Collective Intelligence

Uber's arrival in Taiwan in 2013 was fraught with the tension. On one side, consumer enjoyed cheaper, easy-to-hail rides. On the other, taxi drivers and activists saw Uber taking jobs while skirting regulations, avoiding registration fees by claiming to be a technology company, not a transportation service. Government officials embraced a bold idea to give both sides a voice: they would use a platform called Polis to crowdsource ideas, get input, and identify areas of agreement. Popular with DAOs, Polis asks voters if they Agree or Disagree with short, snappy phrases and lets anyone add their own ideas to the mix. In a demonstration of how collective intelligence can create healthy outcomes, controversial statements like "Uber should be banned" were unpopular while more nuanced statements like "the government should set up a fair regulatory regime on transport instead of protecting certain groups with vested interests" saw widespread agreement. Both sides were asked to make some concessions, and the common-sense recommendations that received near unanimous approval informed the regulations that Taiwanese government ultimately implemented. Like how collective intelligence brought out the best ideas in Taipei, DAOs allow us to harness the wisdom of the crowd and source ideas from diverse viewpoints.
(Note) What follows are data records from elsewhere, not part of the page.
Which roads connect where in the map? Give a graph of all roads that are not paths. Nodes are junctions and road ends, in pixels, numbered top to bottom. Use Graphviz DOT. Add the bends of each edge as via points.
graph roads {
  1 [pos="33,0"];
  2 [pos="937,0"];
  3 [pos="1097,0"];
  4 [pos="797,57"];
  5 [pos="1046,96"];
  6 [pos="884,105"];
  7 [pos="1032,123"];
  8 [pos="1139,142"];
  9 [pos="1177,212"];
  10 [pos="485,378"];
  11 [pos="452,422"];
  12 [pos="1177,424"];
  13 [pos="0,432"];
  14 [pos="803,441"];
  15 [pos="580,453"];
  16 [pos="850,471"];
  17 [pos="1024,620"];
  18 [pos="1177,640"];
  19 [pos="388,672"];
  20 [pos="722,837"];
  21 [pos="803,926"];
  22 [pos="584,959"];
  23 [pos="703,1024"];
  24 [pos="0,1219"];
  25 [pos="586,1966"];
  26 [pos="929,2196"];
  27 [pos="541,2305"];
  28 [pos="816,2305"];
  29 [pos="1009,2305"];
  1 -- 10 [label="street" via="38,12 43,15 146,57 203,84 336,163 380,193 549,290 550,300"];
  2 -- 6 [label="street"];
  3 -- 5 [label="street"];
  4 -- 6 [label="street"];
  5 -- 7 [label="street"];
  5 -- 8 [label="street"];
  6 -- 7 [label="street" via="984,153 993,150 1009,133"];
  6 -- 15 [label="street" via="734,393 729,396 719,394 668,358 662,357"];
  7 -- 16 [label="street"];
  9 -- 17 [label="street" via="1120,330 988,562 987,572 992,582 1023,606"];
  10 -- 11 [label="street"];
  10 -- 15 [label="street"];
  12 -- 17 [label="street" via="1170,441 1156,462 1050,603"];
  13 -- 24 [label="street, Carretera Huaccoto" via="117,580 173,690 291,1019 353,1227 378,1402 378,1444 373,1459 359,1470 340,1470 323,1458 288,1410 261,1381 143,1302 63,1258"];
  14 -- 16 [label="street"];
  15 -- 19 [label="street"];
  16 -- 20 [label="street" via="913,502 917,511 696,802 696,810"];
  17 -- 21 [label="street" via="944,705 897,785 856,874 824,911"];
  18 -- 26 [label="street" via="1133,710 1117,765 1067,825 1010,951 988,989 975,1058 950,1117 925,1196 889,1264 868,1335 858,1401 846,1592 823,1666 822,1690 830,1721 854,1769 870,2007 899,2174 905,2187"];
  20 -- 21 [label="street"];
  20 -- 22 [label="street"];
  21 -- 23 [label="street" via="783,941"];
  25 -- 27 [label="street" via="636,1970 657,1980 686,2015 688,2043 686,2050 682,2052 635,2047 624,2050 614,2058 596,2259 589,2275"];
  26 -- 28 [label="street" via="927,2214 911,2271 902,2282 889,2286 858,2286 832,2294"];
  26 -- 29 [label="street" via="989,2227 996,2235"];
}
Many DAOs use Polis and similar methods to align on values, goals, and projects. Instead of a top-down agenda, ambitious contributors are empowered to run with an idea and take it to the voters for funding. But just because good ideas surface does not mean they will get implemented. A common challenge is activating and engaging DAO contributors towards a goal, especially since DAOs don't have bosses holding people accountable for outcomes. DAOs are institutions brimming with knowledgeable contributors, many of whom contribute because they are aligned with the mission and could not even afford to be paid at their billable rate. Finding the right way to engage these contributors is key, and while it often starts in low commitment settings like Discord or Polis brainstorms, an effective core team can help nurture ideas towards outcomes. This could take many forms, for example helping new members understand the proposal process, creating clear documentation and knowledge bases, and introducing likeminded contributors who could form a team and co-author a proposal together. Ultimately it's not enough to just crowdsource good ideas, as someone needs to have clear ownership for bringing the idea to light.
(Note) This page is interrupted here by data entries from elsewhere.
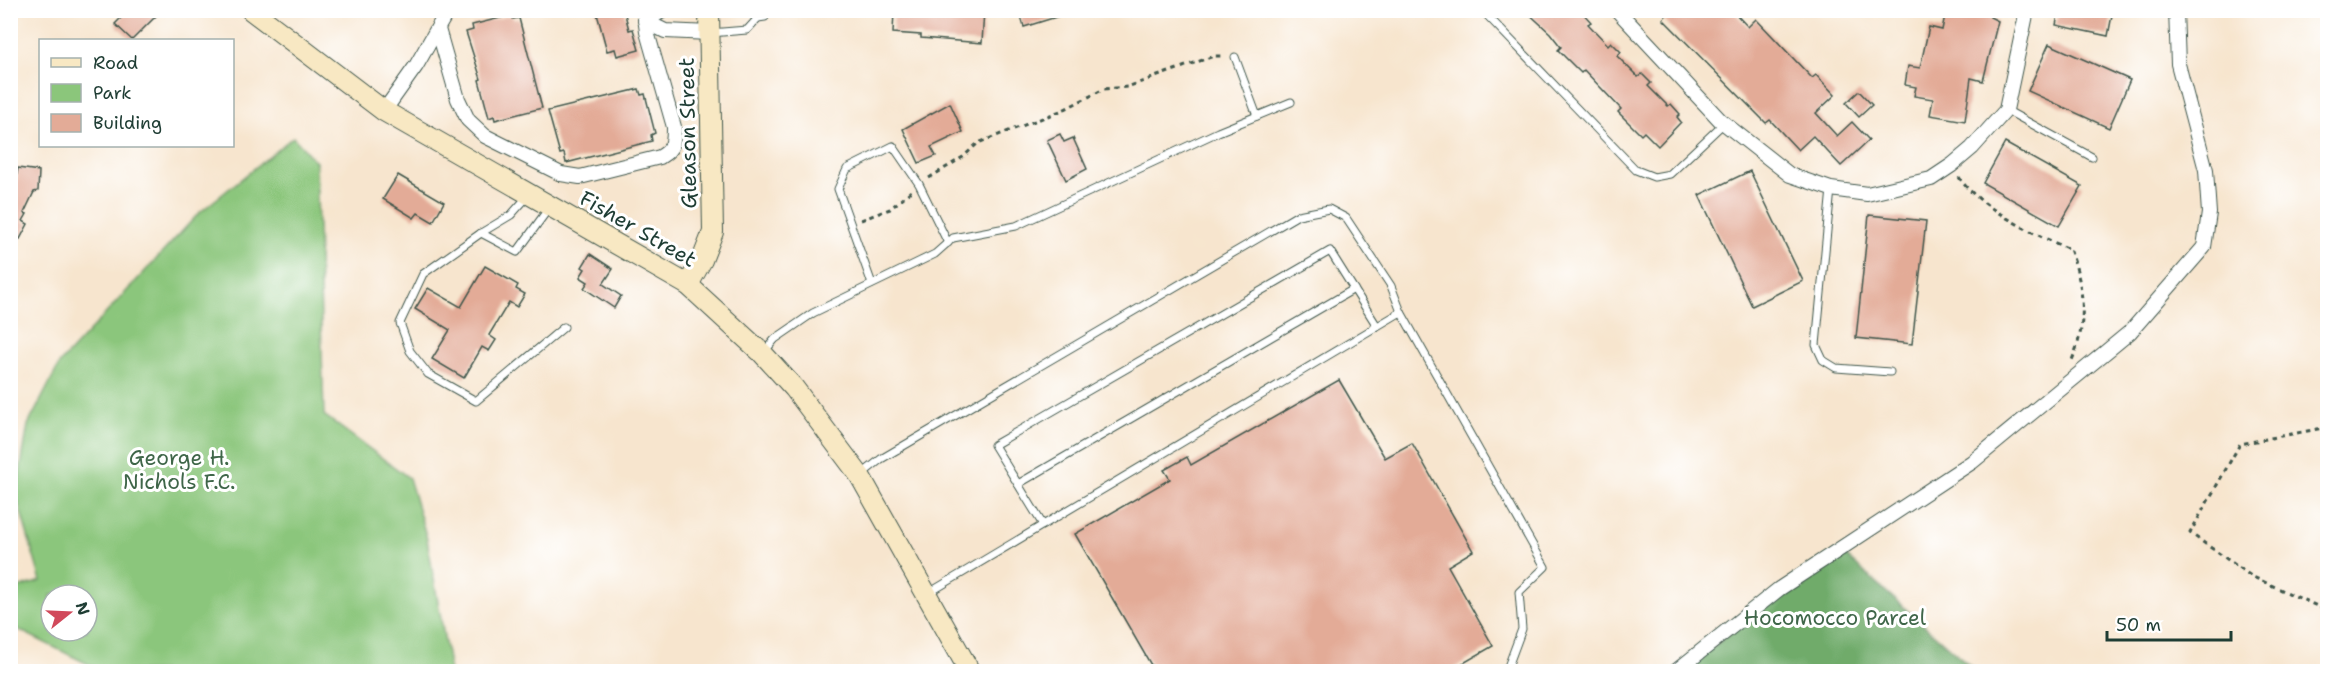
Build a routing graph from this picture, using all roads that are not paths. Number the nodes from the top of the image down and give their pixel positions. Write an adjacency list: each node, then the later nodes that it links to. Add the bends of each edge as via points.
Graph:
1 (251, 10): 19 (street, Fisher Street)
2 (448, 10): 14 (street)
3 (664, 10): 12 (street)
4 (746, 10): 13 (lane)
5 (764, 10): 13 (lane, via 765,17)
6 (1482, 10): 21 (lane, via 1636,170 1654,177 1670,174)
7 (1617, 10): 21 (street)
8 (2027, 10): 18 (street)
9 (2176, 10): 42 (street, via 2178,64 2206,170 2210,213 2204,247 2130,332 1972,462 1779,589)
10 (709, 11): 11 (lane); 15 (street, Gleason Street)
11 (716, 11)
12 (645, 16): 14 (street, via 674,127 671,151 580,177 561,174 485,135 468,120); 15 (street, via 665,31)
13 (758, 18): 15 (lane, via 747,30)
14 (438, 29): 19 (street)
15 (711, 33): 29 (street, Gleason Street, via 713,232)
16 (1235, 57): 20 (lane)
17 (1291, 102): 20 (lane)
18 (2006, 110): 22 (lane); 23 (street, via 1972,148 1931,179 1867,194)
19 (384, 111): 24 (street, Fisher Street)
20 (1257, 116): 27 (lane, via 1016,226 953,238)
21 (1724, 123): 23 (street, via 1790,175)
22 (2092, 157)
23 (1830, 189): 35 (lane, via 1816,345 1823,360 1836,368)
24 (529, 194): 25 (street, Fisher Street); 26 (lane, via 511,215)
25 (550, 206): 26 (lane, via 518,252); 29 (street, Fisher Street)
26 (481, 233): 33 (lane, via 423,274 400,323 410,351 428,374 476,401)
27 (948, 243): 28 (lane, via 935,254); 28 (lane, via 920,184 893,146 847,169 838,189)
28 (872, 284): 34 (lane, via 798,322)
29 (688, 285): 34 (street, Fisher Street)
30 (1354, 289): 32 (lane); 37 (lane); 37 (lane, via 1330,250 994,445)
31 (1401, 312): 32 (lane); 36 (lane, via 1391,286 1346,218 1329,209 1298,215 880,459); 41 (lane, via 1545,567 1519,592 1522,629)
32 (1377, 326): 38 (lane)
33 (564, 327)
34 (763, 354): 36 (street, Fisher Street, via 794,388)
35 (1890, 372)
36 (860, 476): 39 (street, Fisher Street)
37 (1018, 484): 38 (lane)
38 (1043, 525): 39 (lane)
39 (927, 594): 40 (street, Fisher Street)
40 (970, 672)
41 (1506, 672)
42 (1675, 672)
In many cases, entire DAOs serve as pools of collective intelligence. For example, Service DAOs provide consulting, advice, or development work to clients. They are shaking up the agency model, replacing top-down management with a more fluid and transparent system where talented people can choose which projects to work on and get more of the upside. For example, LexDAO is a DAO for legal professionals working at the bleeding edge of regulatory regimes for DAOs, crypto, and real world assets. DeveloperDAO is a place for developers to meet each other, work on projects, and fund projects. VectorDAO offers design services to clients in exchange for equity in the projects they work on. These DAOs attract top talent in their respective industries and create a density of expertise, all without the strings of a traditional employer.